* **Available data**:
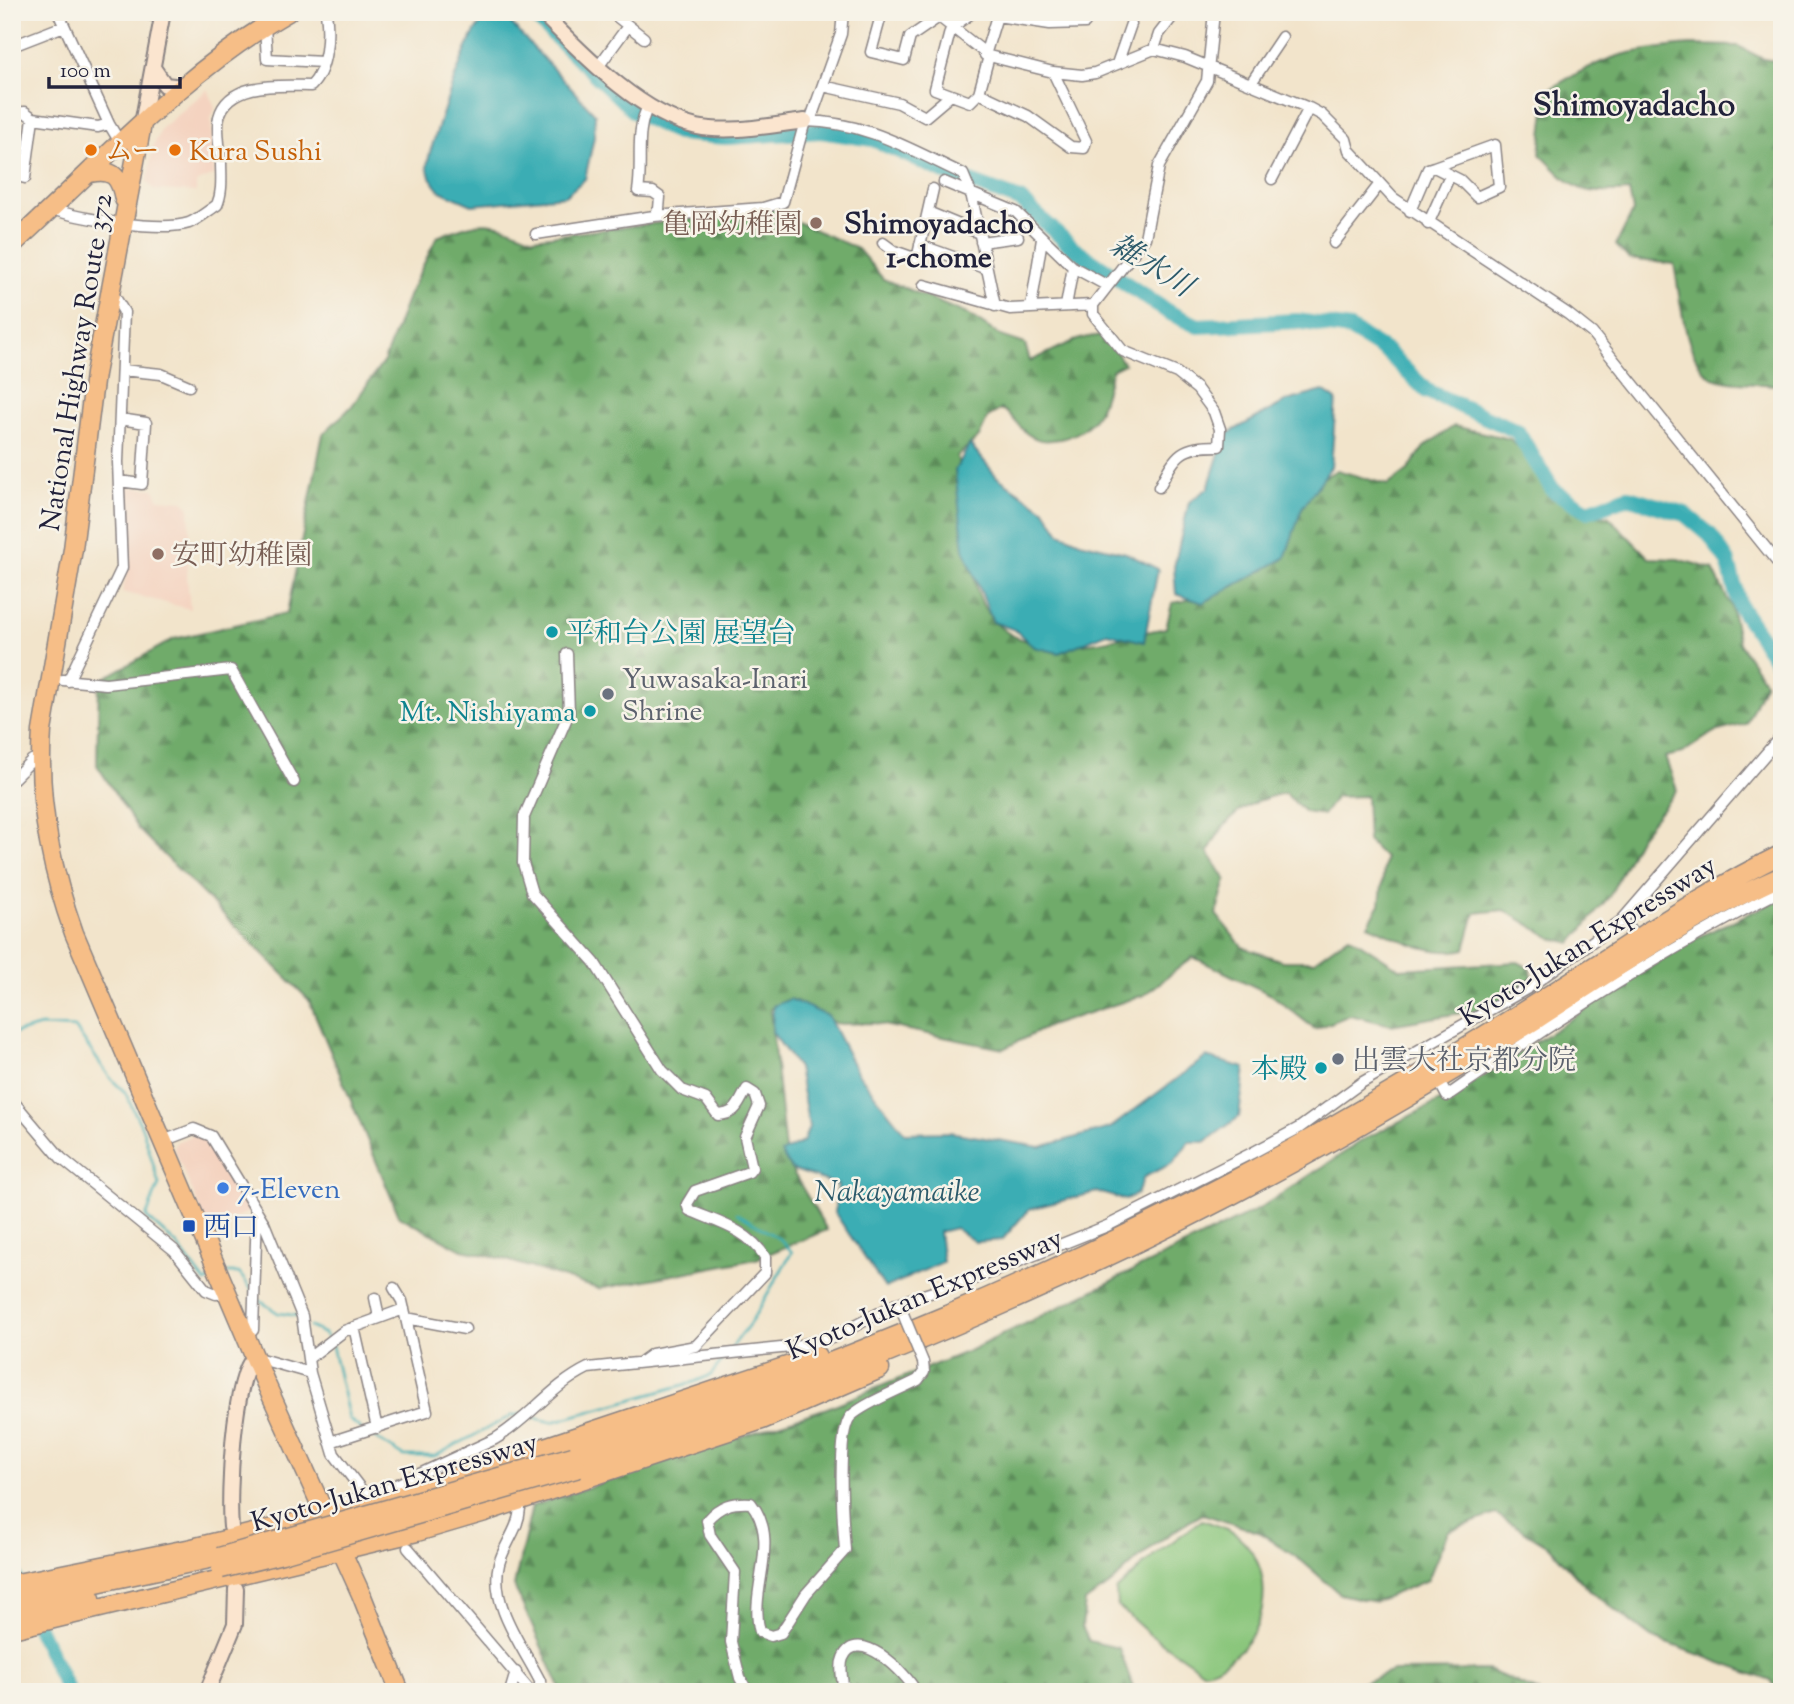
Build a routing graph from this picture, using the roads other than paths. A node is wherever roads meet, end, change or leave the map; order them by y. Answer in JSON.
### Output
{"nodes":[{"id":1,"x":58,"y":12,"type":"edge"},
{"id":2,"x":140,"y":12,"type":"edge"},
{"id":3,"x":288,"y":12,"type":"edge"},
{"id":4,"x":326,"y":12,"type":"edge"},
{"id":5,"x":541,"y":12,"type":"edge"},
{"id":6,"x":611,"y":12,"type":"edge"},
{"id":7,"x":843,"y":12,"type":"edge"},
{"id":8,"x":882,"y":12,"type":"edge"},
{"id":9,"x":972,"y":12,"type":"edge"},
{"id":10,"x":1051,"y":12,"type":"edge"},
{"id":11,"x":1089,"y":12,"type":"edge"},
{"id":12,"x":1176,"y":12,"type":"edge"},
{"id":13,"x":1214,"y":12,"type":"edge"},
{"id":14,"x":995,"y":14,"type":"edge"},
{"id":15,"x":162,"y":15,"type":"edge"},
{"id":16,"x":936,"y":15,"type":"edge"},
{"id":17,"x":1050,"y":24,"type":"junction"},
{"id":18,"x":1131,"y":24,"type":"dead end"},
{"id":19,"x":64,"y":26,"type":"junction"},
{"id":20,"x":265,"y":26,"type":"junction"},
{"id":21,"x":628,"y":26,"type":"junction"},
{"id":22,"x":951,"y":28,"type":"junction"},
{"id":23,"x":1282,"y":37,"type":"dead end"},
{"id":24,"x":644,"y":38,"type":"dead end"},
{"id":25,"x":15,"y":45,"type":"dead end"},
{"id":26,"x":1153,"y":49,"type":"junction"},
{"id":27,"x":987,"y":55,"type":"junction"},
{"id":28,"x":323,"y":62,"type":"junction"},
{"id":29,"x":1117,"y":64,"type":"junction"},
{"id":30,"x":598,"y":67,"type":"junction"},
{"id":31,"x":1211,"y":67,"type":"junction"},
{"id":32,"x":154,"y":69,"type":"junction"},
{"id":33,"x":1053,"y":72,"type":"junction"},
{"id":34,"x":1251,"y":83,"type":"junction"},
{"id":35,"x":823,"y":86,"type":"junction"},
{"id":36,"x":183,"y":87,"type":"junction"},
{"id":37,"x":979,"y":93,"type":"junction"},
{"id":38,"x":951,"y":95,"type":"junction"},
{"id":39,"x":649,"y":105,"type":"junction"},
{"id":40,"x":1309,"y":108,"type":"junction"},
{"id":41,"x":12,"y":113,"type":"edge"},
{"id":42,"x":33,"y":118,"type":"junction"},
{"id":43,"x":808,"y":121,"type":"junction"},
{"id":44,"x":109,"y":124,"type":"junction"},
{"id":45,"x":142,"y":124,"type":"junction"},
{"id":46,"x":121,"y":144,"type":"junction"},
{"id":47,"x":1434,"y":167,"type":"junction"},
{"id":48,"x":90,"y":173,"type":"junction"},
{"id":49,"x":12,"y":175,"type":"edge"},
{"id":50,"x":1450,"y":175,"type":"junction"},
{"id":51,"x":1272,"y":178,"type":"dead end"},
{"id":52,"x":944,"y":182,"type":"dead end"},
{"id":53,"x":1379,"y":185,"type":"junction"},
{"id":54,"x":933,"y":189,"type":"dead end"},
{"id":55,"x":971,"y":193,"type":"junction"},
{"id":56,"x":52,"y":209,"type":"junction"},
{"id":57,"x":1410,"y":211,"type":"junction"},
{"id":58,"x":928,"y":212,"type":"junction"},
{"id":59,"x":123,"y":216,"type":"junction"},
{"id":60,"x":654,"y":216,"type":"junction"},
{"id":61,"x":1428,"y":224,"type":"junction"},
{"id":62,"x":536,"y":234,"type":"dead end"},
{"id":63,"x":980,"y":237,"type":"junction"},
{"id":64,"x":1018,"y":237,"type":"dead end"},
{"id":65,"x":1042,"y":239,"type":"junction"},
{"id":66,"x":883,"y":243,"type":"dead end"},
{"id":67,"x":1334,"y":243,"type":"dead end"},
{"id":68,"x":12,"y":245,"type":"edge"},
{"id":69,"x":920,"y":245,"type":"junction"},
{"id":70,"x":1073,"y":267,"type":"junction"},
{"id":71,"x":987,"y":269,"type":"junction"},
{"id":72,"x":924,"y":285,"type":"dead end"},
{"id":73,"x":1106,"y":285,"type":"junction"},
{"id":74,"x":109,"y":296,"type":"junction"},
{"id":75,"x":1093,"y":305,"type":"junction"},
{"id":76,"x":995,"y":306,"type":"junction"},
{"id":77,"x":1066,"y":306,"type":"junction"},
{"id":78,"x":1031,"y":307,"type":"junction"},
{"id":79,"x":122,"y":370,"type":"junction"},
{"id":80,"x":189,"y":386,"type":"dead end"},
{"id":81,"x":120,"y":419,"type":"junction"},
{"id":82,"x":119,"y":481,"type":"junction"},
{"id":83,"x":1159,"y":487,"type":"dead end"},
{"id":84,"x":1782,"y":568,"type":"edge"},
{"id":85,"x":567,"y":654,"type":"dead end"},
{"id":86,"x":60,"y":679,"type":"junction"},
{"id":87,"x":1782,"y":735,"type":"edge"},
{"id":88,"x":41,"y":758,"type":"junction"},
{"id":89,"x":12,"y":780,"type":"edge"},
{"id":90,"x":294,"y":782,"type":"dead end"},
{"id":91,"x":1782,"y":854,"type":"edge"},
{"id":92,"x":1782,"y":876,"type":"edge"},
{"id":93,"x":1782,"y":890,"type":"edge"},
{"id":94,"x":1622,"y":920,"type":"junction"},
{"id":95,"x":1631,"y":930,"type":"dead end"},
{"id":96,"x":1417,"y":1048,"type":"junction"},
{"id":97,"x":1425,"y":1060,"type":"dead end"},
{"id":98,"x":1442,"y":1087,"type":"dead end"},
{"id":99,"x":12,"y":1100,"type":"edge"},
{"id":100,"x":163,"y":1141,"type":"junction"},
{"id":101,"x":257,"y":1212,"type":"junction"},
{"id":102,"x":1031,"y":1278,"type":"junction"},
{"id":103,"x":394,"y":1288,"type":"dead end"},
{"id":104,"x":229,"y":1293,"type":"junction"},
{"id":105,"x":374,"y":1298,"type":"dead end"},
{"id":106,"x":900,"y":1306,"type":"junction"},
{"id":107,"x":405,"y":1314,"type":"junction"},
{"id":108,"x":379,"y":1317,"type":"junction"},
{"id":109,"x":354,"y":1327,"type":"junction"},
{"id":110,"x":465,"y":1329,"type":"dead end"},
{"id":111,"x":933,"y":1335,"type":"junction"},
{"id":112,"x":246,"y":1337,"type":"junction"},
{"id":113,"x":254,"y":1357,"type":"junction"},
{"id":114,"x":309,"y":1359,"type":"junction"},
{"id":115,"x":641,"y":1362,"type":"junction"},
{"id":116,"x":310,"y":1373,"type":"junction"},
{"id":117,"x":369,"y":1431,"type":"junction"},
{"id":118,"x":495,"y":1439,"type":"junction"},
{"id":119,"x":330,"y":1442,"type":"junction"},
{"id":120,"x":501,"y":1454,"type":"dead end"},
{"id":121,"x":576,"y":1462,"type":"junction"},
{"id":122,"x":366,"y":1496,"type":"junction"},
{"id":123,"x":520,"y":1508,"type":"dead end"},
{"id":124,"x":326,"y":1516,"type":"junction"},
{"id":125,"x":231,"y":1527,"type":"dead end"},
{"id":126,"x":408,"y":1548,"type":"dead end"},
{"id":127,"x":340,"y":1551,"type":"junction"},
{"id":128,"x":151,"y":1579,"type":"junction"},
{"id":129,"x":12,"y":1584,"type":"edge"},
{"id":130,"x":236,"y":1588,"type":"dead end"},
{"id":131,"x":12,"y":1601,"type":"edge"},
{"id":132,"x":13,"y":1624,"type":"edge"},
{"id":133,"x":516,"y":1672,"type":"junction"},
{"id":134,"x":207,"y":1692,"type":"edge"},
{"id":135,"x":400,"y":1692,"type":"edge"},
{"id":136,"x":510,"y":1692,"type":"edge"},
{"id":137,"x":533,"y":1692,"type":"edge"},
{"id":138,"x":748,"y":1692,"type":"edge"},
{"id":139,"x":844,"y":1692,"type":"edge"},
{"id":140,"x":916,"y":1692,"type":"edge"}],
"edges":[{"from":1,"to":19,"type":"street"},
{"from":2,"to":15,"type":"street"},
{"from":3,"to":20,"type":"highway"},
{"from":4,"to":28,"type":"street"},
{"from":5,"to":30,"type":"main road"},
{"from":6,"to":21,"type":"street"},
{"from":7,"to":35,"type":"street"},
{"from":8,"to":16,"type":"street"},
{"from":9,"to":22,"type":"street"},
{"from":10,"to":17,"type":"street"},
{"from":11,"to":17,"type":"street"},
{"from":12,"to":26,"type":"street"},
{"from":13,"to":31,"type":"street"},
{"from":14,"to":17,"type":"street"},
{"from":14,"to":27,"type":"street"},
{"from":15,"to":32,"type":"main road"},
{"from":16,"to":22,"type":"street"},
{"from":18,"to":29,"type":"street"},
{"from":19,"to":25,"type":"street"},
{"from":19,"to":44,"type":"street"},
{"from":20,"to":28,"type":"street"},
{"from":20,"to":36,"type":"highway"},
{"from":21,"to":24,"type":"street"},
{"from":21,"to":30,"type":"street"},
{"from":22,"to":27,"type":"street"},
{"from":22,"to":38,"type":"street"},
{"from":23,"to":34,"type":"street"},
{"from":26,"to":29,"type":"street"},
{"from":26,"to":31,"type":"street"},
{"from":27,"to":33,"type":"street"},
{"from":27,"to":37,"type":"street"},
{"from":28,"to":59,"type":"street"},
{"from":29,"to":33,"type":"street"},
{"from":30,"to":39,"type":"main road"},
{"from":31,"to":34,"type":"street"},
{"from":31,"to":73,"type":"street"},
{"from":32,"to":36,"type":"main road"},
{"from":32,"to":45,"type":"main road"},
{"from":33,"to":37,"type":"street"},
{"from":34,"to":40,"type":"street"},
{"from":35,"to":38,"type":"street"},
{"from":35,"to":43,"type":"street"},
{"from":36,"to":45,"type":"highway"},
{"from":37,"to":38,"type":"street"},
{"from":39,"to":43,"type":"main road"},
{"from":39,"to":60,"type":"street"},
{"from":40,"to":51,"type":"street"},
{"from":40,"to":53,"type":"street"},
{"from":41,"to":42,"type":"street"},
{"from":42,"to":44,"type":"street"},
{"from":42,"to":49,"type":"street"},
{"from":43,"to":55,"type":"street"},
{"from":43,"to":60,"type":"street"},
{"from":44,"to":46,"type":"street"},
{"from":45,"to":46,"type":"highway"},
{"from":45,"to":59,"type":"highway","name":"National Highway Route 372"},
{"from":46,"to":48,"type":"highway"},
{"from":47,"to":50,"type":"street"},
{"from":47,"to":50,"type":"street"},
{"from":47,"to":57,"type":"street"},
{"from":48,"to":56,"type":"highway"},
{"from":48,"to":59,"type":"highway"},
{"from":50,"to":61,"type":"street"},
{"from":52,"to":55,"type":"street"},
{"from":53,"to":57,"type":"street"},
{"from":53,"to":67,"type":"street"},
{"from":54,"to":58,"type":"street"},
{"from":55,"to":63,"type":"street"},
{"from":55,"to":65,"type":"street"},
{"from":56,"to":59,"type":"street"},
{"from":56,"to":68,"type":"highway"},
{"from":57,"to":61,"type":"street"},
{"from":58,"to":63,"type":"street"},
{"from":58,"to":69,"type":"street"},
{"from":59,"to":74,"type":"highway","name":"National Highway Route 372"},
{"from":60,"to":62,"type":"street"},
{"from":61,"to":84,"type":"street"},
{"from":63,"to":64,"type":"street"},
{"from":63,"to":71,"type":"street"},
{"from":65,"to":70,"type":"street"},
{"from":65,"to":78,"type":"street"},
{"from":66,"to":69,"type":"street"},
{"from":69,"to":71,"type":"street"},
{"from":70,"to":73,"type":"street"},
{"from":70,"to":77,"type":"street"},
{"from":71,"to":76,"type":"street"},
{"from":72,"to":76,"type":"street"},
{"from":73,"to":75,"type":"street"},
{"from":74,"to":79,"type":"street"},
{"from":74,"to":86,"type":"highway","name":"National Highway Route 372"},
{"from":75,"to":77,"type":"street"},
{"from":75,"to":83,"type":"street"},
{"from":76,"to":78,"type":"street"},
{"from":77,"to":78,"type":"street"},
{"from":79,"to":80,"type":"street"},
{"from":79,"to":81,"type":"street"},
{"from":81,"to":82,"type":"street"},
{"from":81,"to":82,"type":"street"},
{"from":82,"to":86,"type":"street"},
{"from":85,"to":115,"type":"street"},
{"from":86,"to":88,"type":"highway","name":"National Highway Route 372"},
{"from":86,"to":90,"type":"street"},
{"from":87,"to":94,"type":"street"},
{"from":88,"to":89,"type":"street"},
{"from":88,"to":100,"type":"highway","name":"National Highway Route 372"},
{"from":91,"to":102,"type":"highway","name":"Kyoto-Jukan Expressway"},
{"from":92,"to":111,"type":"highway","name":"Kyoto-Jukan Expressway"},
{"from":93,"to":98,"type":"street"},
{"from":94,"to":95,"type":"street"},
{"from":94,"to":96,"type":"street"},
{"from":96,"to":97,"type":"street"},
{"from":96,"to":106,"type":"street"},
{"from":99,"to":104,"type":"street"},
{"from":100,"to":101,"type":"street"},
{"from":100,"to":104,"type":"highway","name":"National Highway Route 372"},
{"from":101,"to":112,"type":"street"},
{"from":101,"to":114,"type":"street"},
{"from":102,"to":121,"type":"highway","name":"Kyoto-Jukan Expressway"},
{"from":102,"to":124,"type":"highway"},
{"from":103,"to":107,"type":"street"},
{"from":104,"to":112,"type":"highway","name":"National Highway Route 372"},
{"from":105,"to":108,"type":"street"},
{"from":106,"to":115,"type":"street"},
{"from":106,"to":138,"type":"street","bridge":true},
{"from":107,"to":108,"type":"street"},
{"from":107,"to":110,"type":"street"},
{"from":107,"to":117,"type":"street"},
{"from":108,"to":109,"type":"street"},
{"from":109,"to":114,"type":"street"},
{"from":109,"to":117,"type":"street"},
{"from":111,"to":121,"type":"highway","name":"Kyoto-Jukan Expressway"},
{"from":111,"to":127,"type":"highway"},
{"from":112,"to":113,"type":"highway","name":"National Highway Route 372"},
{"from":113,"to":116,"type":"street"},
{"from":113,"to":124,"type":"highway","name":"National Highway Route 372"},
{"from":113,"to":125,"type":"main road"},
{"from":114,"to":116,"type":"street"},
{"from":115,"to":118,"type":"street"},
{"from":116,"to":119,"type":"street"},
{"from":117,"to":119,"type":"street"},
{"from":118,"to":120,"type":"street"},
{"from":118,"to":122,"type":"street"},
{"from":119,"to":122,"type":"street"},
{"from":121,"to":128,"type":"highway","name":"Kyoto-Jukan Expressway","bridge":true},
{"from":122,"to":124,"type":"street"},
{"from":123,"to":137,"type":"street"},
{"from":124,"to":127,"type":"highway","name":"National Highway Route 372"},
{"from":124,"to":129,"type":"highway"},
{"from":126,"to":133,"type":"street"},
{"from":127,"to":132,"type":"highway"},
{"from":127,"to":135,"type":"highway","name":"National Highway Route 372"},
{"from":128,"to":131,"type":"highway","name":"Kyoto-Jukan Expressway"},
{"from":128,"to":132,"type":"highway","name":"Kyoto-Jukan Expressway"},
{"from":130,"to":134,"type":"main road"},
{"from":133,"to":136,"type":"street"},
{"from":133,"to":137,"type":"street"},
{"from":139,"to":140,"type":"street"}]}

* **Task description**:
Going through the material, find each line with the string "main". Then state only how many there are.

* **Exercise result**:
8